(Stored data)
———

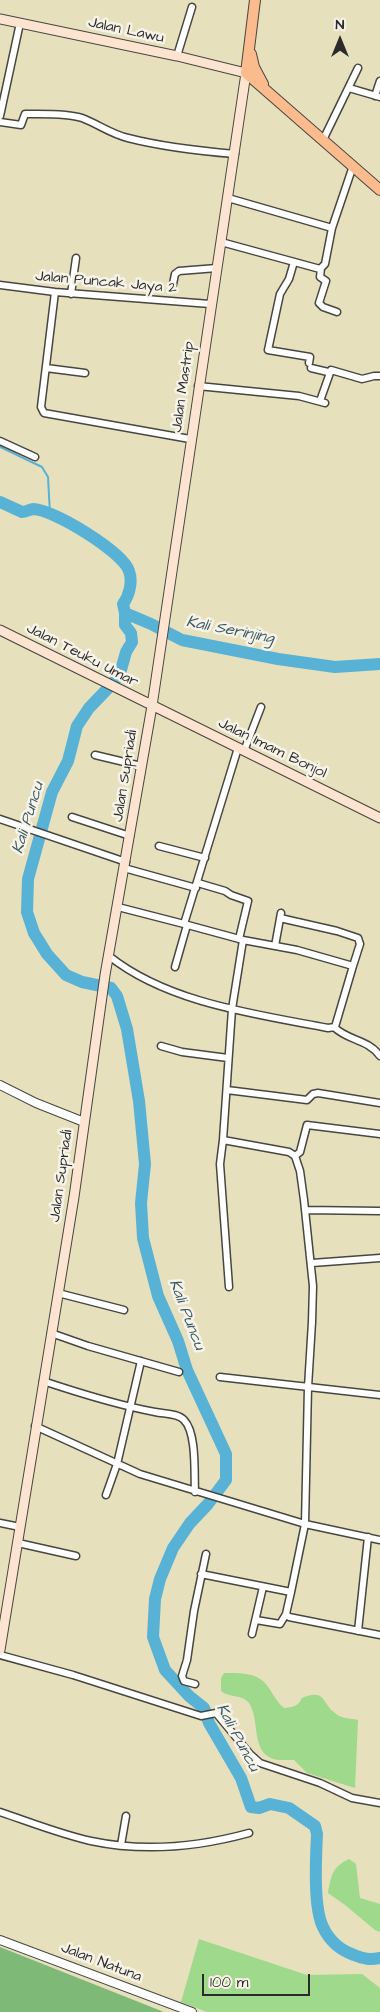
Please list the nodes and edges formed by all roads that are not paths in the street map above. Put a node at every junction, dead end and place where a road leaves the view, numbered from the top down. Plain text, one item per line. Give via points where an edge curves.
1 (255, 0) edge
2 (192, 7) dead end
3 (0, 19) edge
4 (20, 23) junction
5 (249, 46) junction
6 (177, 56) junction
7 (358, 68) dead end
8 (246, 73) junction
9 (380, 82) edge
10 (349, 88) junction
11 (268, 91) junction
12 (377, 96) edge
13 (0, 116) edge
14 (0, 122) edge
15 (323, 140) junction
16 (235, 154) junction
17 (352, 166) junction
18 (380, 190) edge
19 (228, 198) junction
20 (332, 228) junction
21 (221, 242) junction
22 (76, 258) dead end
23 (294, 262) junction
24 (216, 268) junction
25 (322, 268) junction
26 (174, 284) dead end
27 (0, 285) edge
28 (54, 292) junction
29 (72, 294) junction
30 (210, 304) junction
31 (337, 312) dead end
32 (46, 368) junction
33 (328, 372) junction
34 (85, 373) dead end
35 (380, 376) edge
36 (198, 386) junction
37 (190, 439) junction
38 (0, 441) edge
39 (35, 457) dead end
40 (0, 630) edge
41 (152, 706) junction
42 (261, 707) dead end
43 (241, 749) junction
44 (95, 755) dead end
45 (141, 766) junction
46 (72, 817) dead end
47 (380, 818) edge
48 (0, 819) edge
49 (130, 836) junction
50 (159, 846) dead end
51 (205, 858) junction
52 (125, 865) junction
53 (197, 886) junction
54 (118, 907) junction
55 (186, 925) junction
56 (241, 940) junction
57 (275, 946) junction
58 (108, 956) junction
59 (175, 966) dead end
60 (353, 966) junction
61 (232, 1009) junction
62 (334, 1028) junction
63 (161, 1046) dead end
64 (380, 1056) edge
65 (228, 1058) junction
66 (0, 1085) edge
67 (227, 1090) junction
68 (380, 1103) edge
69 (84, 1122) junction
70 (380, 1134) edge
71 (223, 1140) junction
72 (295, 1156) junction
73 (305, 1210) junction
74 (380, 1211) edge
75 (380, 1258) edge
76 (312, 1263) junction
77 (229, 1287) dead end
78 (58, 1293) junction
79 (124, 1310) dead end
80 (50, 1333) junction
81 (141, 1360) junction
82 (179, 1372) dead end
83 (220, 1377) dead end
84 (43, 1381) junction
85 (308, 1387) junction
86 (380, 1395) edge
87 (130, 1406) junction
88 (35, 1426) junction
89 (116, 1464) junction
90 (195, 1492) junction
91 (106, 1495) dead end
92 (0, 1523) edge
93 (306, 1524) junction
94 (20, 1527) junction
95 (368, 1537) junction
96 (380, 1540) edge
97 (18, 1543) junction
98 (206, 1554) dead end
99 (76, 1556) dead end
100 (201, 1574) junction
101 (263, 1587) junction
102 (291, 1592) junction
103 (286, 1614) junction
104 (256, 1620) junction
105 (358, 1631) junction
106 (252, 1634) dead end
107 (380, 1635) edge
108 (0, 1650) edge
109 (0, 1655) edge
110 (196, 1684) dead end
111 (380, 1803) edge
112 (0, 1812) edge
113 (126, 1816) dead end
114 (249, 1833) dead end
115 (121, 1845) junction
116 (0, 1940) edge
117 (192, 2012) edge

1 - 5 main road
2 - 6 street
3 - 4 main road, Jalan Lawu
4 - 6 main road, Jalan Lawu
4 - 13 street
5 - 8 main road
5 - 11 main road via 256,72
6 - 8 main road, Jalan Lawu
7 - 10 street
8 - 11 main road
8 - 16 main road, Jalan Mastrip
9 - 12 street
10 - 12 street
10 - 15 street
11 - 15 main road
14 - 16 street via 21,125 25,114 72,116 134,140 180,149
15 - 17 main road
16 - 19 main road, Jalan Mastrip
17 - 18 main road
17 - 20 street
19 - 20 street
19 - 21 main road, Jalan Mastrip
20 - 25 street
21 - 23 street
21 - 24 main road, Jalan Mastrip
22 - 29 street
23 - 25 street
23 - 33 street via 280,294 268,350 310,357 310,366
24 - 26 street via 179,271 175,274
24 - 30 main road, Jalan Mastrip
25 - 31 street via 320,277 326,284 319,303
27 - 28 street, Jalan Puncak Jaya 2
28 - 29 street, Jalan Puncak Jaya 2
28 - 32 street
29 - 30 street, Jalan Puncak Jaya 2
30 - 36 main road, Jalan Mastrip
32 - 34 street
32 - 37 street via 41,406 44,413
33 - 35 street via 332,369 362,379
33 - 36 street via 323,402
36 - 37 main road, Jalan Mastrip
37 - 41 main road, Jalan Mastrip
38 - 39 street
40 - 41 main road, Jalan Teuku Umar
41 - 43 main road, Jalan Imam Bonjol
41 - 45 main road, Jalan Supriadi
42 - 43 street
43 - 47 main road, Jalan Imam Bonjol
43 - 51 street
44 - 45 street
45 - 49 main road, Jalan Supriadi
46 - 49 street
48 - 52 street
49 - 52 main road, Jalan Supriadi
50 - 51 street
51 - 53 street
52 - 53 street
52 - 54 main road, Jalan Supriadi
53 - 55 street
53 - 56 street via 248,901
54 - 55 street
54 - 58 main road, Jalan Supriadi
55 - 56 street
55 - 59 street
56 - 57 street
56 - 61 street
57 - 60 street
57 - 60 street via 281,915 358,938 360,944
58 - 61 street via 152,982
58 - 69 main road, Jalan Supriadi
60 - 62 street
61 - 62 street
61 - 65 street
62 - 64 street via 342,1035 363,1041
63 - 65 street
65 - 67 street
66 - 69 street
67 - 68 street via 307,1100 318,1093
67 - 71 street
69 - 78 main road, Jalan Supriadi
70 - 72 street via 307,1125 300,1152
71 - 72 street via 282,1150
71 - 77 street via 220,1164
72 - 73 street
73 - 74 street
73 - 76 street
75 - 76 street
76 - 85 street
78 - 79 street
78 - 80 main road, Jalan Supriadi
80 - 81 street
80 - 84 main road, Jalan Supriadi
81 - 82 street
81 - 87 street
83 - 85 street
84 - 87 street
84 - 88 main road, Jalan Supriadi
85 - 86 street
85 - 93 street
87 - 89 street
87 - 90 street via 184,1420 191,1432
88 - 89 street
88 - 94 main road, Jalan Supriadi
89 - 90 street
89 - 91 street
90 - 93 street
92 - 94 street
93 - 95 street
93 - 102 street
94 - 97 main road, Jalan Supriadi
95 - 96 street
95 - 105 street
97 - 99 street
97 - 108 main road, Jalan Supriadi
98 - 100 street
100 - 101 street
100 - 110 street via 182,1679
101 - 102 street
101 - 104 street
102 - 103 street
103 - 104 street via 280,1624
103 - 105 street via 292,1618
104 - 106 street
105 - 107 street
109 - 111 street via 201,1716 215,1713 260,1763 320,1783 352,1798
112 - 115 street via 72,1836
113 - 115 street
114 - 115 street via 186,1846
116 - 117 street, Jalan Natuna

———

## How to complete this task
What is the number of lines in the records that contain the word "Mastrip"? Answer with the number and nothing else.

## Written answer
8